Harrison has last laugh on 'the Taxman' with £100m legacy for his wife and son
Saturday 30 November 2002
The former Beatle George Harrison left his family almost £100m in his will. Probate records published yesterday showed that Harrison, who died of cancer in November last year, left £99,226,700, reduced to £98,916,400 after expenses.
Harrison, who attacked the Inland Revenue in his 1966 song "Taxman", stipulated in his will that the fortune be held in trust by three business advisers to help his family avoid 40 per cent inheritance tax.
The income from his trust will go to his wife Olivia, 54 – now among the richest 300 people in Britain – and to his son Dhani, 25, after her death.
Trustees named in his will, thought to be his solicitor and professional friends, have also been given the power to use capital to buy homes anywhere in the world for the use of his beneficiaries.

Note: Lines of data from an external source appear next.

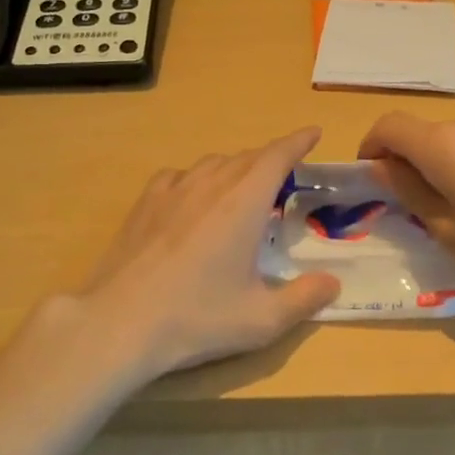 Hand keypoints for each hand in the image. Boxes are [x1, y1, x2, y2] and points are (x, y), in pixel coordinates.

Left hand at [72, 127, 339, 382]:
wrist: (121, 321)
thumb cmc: (197, 318)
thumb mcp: (262, 319)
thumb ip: (304, 298)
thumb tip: (333, 283)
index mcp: (244, 203)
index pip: (277, 157)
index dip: (297, 141)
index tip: (313, 132)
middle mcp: (210, 185)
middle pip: (246, 157)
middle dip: (270, 159)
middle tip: (286, 175)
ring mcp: (172, 191)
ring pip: (212, 163)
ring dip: (235, 167)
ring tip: (243, 187)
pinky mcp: (144, 204)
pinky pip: (178, 176)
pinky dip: (196, 178)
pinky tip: (193, 197)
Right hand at [358, 109, 454, 314]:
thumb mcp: (450, 231)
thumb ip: (410, 192)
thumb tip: (385, 167)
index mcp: (443, 144)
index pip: (389, 126)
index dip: (372, 147)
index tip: (373, 178)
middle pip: (426, 135)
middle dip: (414, 164)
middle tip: (423, 209)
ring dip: (448, 166) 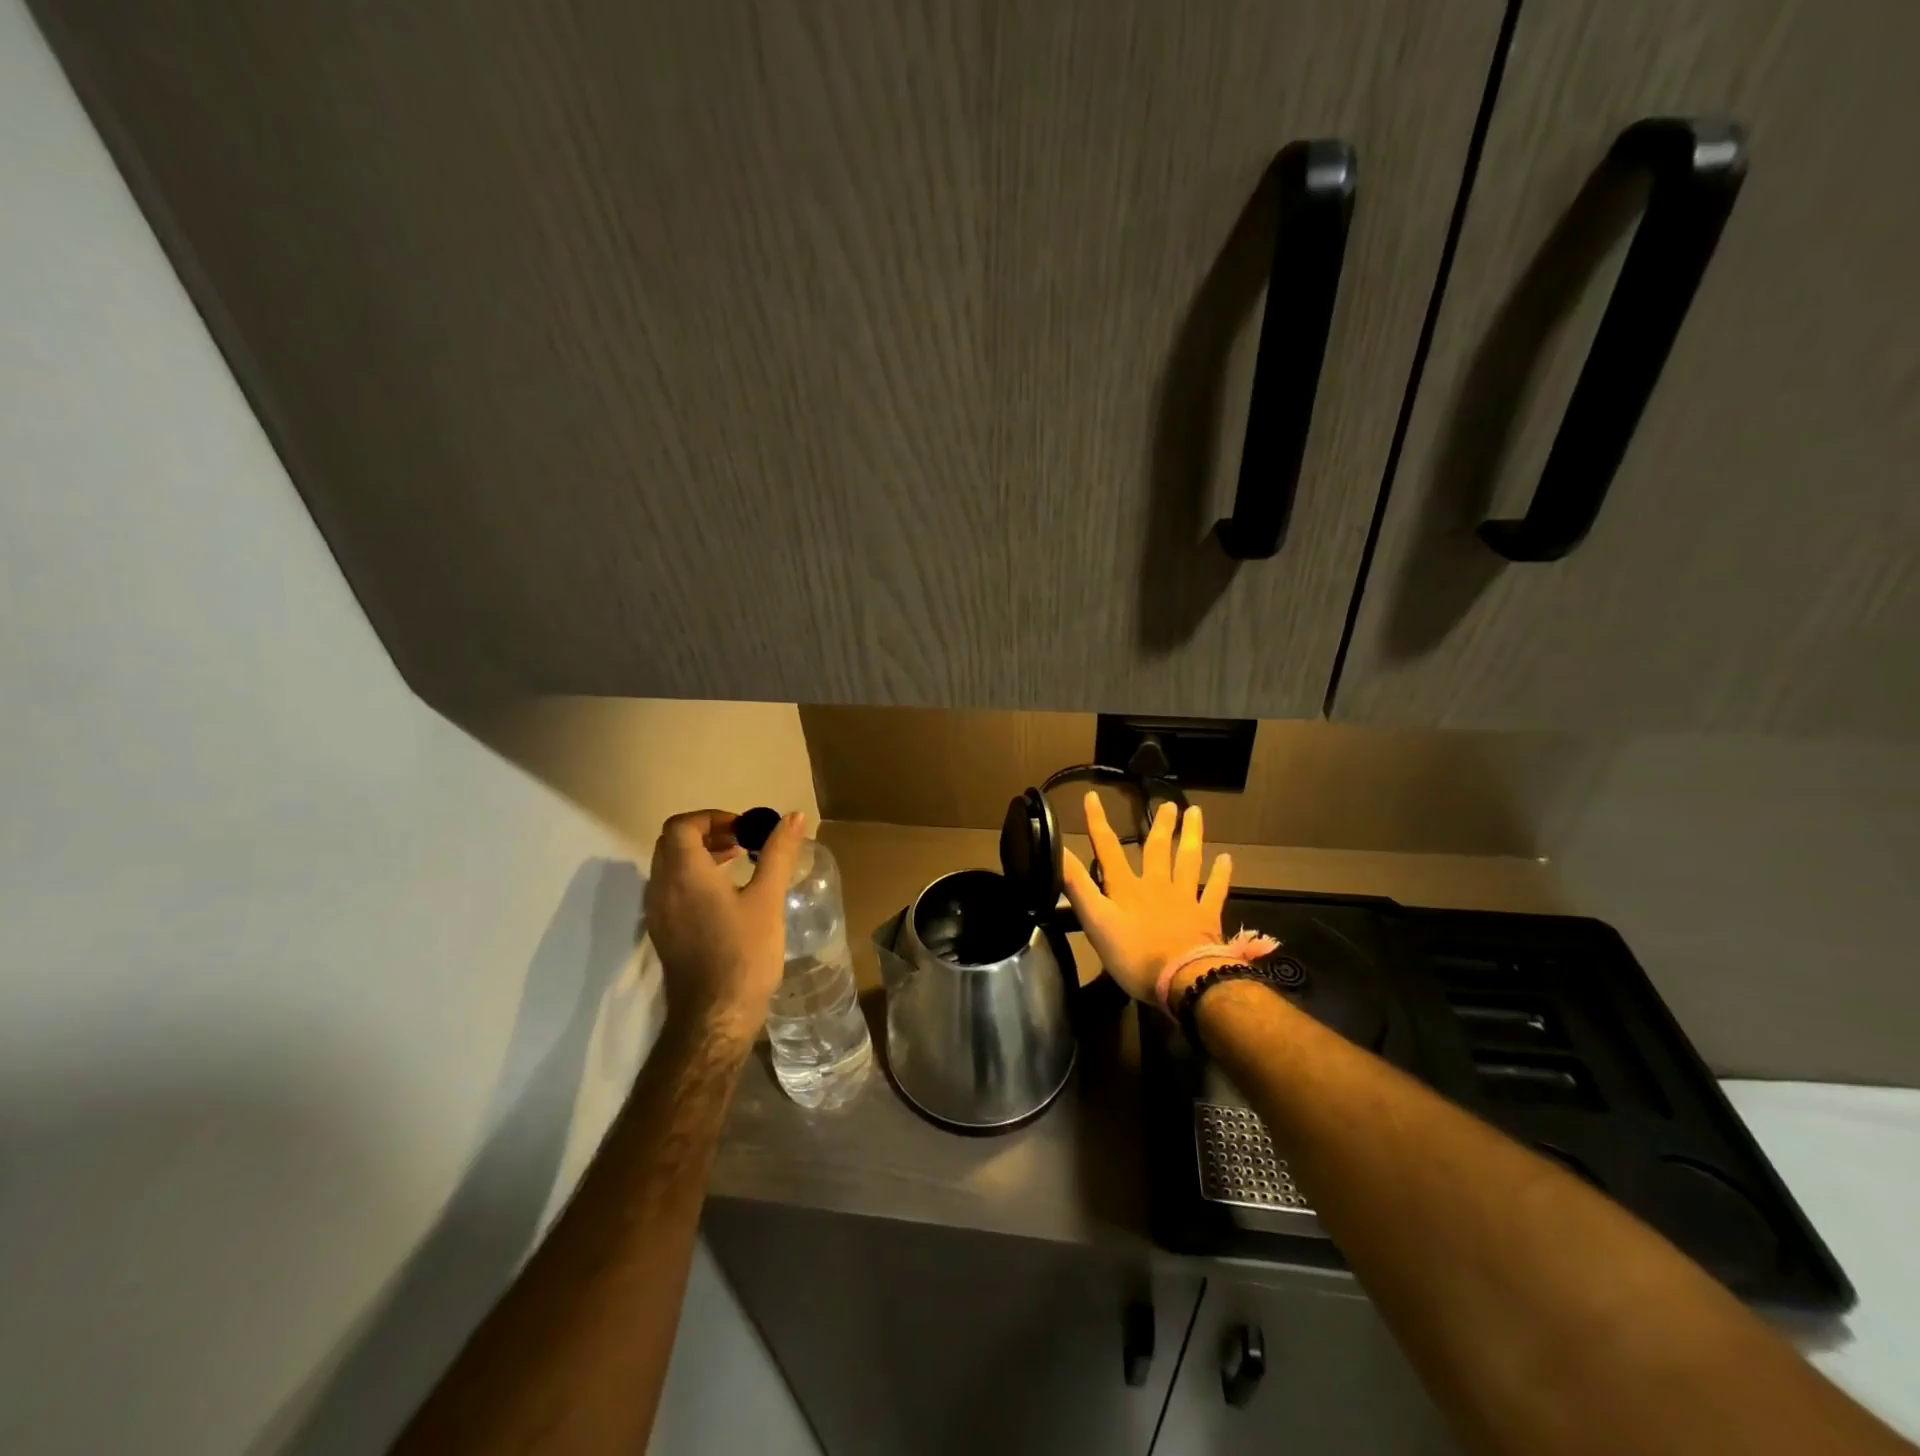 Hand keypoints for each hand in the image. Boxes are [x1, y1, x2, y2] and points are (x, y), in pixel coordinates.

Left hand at [644, 808, 805, 1044]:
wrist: (715, 1015)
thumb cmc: (744, 952)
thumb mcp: (767, 898)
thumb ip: (778, 853)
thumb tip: (793, 817)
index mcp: (684, 873)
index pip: (683, 825)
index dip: (712, 818)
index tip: (744, 829)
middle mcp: (662, 887)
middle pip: (672, 842)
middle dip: (707, 833)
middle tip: (742, 841)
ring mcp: (658, 913)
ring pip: (669, 866)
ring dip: (699, 855)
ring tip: (736, 863)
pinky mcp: (663, 932)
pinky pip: (670, 889)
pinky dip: (693, 877)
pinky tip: (725, 896)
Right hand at [1062, 793, 1231, 1003]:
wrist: (1184, 979)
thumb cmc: (1134, 955)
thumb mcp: (1095, 921)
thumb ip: (1077, 886)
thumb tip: (1057, 851)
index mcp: (1126, 888)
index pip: (1107, 848)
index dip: (1097, 822)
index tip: (1092, 796)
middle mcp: (1156, 885)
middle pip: (1157, 849)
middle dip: (1159, 825)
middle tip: (1168, 803)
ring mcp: (1185, 899)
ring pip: (1188, 860)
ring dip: (1191, 836)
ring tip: (1195, 813)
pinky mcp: (1206, 917)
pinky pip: (1215, 890)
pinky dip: (1220, 874)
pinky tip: (1226, 859) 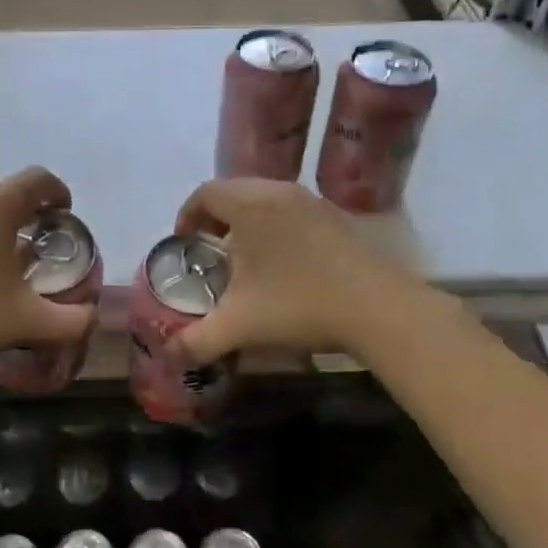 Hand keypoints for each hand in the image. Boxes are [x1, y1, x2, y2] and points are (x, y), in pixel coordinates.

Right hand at [168, 178, 406, 364]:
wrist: (378, 308)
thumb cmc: (299, 305)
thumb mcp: (240, 326)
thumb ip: (197, 341)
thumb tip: (169, 356)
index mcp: (250, 205)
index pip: (206, 193)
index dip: (187, 214)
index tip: (183, 241)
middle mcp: (279, 192)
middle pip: (234, 190)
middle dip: (214, 217)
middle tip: (208, 250)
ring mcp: (312, 202)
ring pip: (265, 197)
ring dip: (246, 220)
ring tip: (242, 256)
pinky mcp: (335, 217)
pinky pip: (290, 209)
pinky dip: (274, 224)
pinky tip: (280, 262) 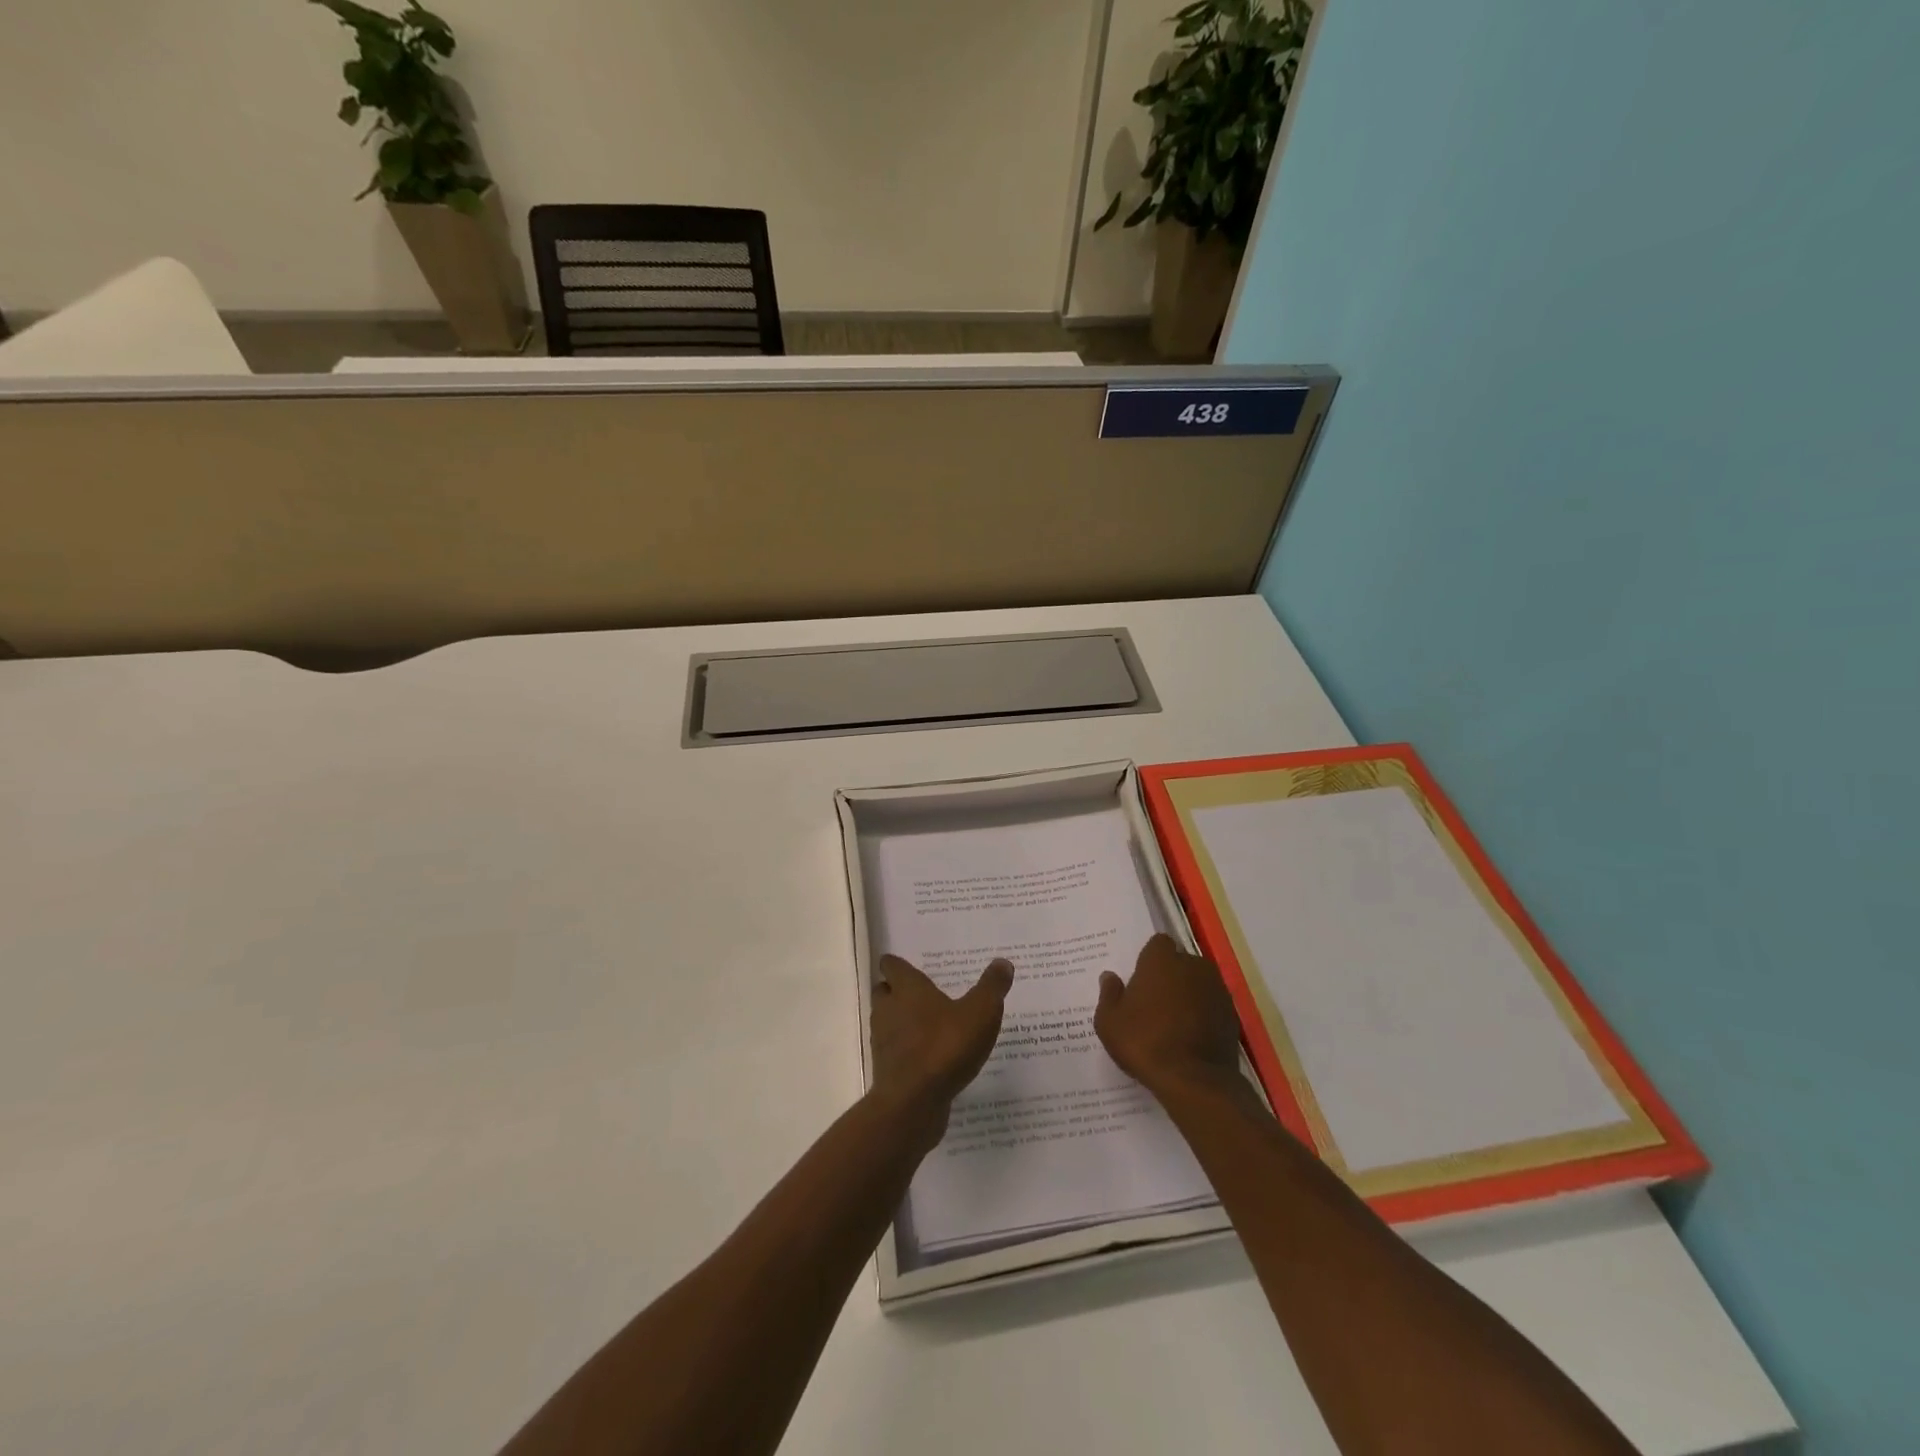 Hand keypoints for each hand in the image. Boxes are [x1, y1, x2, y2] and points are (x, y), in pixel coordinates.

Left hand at [870, 955, 1013, 1136]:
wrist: (914, 1102)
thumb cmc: (946, 1046)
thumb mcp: (981, 1013)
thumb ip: (992, 987)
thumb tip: (1003, 962)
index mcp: (907, 988)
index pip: (892, 966)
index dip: (896, 964)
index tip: (907, 965)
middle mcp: (889, 1009)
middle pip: (884, 992)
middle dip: (896, 991)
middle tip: (919, 994)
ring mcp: (884, 1041)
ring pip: (886, 1022)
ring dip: (900, 1021)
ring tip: (927, 1025)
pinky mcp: (886, 1070)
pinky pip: (894, 1051)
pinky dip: (905, 1050)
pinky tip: (928, 1058)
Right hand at [1095, 934, 1245, 1101]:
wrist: (1194, 1080)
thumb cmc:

Harrison's estate comprises property worth an estimated £40m in Switzerland and Britain, including a £15m mansion near Henley-on-Thames, Oxfordshire, where the musician and his wife were attacked by a knife-wielding intruder in December 1999. The estate is also believed to have the rights to several songs, including the chart- topping "My Sweet Lord", and his 1970 debut solo album All Things Must Pass, as well as income from his part in producing films such as Monty Python's Life of Brian.
Harrison's income was reportedly boosted in the last year of his life, when the success of the Beatles' greatest hits compilation increased his net worth by up to 25 per cent.
"Taxman", from the 1966 album Revolver was written at a time when the Revenue was claiming a huge slice of the Beatles' earnings. He wrote: "Now my advice for those who die/Declare the pennies on your eyes/ Cause I'm the taxman/Yeah, I'm the taxman/And you're working for no one but me."